Meta Self-learning for Multi-Source Domain Adaptation: A Benchmark

Overview

Meta Self-Learning for Multi-Source Domain Adaptation: A Benchmark Tweet

Project | Arxiv | YouTube | PWC | PWC

dataset1

Abstract

In recent years, deep learning-based methods have shown promising results in computer vision area. However, a common deep learning model requires a large amount of labeled data, which is labor-intensive to collect and label. What’s more, the model can be ruined due to the domain shift between training data and testing data. Text recognition is a broadly studied field in computer vision and suffers from the same problems noted above due to the diversity of fonts and complicated backgrounds. In this paper, we focus on the text recognition problem and mainly make three contributions toward these problems. First, we collect a multi-source domain adaptation dataset for text recognition, including five different domains with over five million images, which is the first multi-domain text recognition dataset to our best knowledge. Secondly, we propose a new method called Meta Self-Learning, which combines the self-learning method with the meta-learning paradigm and achieves a better recognition result under the scene of multi domain adaptation. Thirdly, extensive experiments are conducted on the dataset to provide a benchmark and also show the effectiveness of our method.

Data Prepare

Download the dataset from here.

Before using the raw data, you need to convert it to lmdb dataset.
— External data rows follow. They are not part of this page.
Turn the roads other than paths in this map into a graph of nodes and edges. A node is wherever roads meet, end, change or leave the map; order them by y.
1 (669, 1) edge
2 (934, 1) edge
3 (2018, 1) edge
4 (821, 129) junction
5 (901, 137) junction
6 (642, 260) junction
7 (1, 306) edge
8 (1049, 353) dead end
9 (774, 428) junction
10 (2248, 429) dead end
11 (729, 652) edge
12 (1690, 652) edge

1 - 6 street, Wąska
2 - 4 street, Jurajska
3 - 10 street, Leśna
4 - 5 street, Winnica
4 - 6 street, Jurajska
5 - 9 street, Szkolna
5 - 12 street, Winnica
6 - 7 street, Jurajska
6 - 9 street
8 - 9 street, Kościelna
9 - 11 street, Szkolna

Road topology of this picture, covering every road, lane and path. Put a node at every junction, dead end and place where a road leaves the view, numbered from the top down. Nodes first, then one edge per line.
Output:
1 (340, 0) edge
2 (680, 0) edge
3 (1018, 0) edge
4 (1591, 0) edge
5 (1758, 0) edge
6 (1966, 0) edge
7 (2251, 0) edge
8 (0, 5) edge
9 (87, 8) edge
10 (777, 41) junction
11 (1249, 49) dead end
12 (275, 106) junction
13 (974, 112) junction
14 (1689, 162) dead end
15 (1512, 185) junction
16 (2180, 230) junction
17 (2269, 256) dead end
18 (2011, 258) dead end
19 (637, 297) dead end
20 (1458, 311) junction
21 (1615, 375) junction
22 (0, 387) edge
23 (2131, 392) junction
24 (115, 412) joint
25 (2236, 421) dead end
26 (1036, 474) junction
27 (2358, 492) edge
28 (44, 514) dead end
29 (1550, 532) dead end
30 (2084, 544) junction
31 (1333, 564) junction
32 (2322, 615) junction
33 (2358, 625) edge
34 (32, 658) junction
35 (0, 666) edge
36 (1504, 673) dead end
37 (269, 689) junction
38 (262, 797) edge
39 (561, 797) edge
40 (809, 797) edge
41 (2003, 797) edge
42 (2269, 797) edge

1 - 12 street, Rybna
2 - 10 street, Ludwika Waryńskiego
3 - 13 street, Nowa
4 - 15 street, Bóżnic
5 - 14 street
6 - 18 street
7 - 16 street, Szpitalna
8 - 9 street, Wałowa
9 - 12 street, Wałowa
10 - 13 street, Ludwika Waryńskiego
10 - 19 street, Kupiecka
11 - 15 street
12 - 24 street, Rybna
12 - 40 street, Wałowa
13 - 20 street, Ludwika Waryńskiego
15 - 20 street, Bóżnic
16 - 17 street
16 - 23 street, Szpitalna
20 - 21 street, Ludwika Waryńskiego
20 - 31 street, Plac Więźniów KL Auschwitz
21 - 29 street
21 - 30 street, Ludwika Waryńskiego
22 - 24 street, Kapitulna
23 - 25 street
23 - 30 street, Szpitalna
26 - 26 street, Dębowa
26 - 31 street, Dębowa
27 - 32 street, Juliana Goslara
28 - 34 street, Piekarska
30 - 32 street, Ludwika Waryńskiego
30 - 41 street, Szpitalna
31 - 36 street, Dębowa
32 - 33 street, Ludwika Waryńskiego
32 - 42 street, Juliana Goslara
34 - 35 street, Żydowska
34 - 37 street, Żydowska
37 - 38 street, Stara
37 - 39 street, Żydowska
python create_lmdb_dataset.py --inputPath data/ --gtFile data/gt.txt --outputPath result/

The data folder should be organized below

data
├── train_label.txt
└── imgs
    ├── 000000001.png
    ├── 000000002.png
    ├── 000000003.png
    └── ...

The format of train_label.txt should be {imagepath}\t{label}\n For example,

imgs/000000001.png Tiredness
imgs/000000002.png kills
imgs/000000003.png A

Requirements

  • Python == 3.7
  • Pytorch == 1.7.0
  • torchvision == 0.8.1
  • Linux or OSX
  • NVIDIA GPU + CUDA CuDNN (CPU mode and CUDA without CuDNN may work with minimal modification, but untested)

Argument

  • --train_data: folder path to training lmdb dataset.
  • --valid_data: folder path to validation lmdb dataset.
  • --select_data: select training data, examples are shown below
  • --batch_ratio: assign ratio for each selected data in the batch.
  • --Transformation: select Transformation module [None | TPS], in our method, we use None only.
  • --FeatureExtraction: select FeatureExtraction module [VGG | RCNN | ResNet], in our method, we use ResNet only.
  • --SequenceModeling: select SequenceModeling module [None | BiLSTM], in our method, we use BiLSTM only.
  • --Prediction: select Prediction module [CTC | Attn], in our method, we use Attn only.
  • --saved_model: path to a pretrained model.
  • --valInterval: iteration interval for validation.
  • --inner_loop: update steps in the meta update, default is 1.
  • --source_num: number of source domains, default is 4.

Get started

  • Install PyTorch and 0.4+ and other dependencies (e.g., torchvision, visdom and dominate).

    • For pip users, please type the command pip install -r requirements.txt.
    • For Conda users, you can create a new Conda environment using conda env create -f environment.yml.
  • Clone this repo:

git clone https://github.com/bupt-ai-cz/Meta-SelfLearning.git
cd Meta-SelfLearning

To train the baseline model for synthetic domain.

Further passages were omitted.